Google search also shows examples. For example, search for one of the following then view Google's cache:

"error in mw.wikibase.entity.lua" site:commons.wikimedia.org
"error in mw.wikibase.entity.lua" site:en.wikipedia.org
"error in mw.wikibase.entity.lua" site:zh.wikipedia.org

The problem occurs when a Lua module uses Wikidata. That calls mw.wikibase.getEntity which calls php.getEntityId.

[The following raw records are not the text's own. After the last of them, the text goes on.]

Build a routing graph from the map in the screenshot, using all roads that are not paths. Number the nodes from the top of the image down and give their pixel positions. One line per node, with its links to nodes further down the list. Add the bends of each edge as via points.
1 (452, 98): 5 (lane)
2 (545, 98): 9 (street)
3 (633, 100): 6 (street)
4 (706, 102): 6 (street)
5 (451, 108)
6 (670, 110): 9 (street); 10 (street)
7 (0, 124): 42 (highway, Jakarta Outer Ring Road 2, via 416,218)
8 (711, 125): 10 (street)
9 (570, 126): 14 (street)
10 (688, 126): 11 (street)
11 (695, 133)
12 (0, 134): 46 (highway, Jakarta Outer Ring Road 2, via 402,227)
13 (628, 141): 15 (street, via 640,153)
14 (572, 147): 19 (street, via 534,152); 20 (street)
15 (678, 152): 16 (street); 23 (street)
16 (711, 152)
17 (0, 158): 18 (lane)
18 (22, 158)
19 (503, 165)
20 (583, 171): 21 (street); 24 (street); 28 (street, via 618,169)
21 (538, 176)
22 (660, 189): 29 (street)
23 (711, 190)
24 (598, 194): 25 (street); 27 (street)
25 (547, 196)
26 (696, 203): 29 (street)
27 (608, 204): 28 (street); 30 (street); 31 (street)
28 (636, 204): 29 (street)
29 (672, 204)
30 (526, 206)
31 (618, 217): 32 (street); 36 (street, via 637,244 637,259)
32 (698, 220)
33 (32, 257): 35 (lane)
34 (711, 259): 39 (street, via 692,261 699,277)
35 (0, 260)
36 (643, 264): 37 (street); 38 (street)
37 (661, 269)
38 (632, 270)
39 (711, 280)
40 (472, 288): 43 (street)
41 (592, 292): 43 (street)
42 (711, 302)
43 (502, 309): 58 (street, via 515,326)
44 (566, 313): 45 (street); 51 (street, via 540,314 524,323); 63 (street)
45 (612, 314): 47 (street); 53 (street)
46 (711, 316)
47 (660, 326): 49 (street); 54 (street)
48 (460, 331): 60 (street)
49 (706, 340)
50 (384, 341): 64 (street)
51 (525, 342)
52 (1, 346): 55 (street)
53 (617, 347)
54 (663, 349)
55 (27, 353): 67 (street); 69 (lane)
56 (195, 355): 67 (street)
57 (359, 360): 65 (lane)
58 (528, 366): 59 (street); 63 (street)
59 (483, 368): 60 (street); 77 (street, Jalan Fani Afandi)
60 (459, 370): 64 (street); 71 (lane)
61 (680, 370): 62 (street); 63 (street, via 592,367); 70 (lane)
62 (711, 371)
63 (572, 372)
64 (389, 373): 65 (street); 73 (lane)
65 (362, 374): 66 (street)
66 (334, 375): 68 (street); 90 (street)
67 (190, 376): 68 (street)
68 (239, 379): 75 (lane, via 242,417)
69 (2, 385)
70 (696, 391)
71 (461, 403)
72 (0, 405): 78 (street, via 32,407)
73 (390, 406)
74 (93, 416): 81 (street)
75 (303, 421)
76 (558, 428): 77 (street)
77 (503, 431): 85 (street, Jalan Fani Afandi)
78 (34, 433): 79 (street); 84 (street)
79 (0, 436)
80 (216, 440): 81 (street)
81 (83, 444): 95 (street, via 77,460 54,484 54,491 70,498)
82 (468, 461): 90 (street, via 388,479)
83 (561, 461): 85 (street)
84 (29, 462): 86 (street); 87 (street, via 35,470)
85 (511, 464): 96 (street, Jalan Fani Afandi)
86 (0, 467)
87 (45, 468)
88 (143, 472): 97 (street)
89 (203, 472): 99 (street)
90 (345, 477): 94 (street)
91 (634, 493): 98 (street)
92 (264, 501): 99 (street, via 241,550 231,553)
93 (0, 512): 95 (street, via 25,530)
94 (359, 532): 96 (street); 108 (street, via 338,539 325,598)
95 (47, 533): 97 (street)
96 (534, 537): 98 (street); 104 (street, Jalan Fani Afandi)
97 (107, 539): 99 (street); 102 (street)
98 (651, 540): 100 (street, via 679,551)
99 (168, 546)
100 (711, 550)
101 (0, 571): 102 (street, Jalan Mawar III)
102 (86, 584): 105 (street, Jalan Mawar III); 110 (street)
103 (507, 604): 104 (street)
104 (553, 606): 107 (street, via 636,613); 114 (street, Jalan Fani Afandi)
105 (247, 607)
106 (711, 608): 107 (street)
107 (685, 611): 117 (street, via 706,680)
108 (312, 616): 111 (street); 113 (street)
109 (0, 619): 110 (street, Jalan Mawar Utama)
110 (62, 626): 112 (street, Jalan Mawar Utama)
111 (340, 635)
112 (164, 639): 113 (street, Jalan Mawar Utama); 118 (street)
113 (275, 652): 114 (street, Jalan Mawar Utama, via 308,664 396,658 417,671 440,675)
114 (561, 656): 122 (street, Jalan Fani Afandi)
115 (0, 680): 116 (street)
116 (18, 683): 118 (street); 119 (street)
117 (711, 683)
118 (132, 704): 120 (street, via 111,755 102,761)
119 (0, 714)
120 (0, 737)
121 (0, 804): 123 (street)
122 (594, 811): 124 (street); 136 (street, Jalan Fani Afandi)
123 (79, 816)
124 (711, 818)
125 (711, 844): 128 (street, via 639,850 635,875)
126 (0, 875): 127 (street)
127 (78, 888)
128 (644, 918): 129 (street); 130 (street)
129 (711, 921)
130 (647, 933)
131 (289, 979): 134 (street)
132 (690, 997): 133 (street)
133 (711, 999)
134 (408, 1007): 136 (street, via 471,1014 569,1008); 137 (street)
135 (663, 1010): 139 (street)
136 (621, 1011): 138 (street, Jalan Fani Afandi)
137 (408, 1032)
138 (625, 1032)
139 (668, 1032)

I guess that sometimes times out when it tries to establish a network connection with the Wikidata database.

There was a discussion at enwiki.

Event Timeline

There are a very large number of changes, so older changes are hidden. Show Older Changes

You forgot to add Lua!

MediaWiki-extensions-Lua has nothing to do with this task. That extension is a different approach that doesn't offer the rigorous sandboxing that Scribunto provides, and is not installed on Wikimedia wikis.

You can try to purge all the page with the old message, and check tomorrow if there is a new one, or more, @Vachovec1,

OK, I purged/null edited everything. No positive search results now. We will see in 24 hours.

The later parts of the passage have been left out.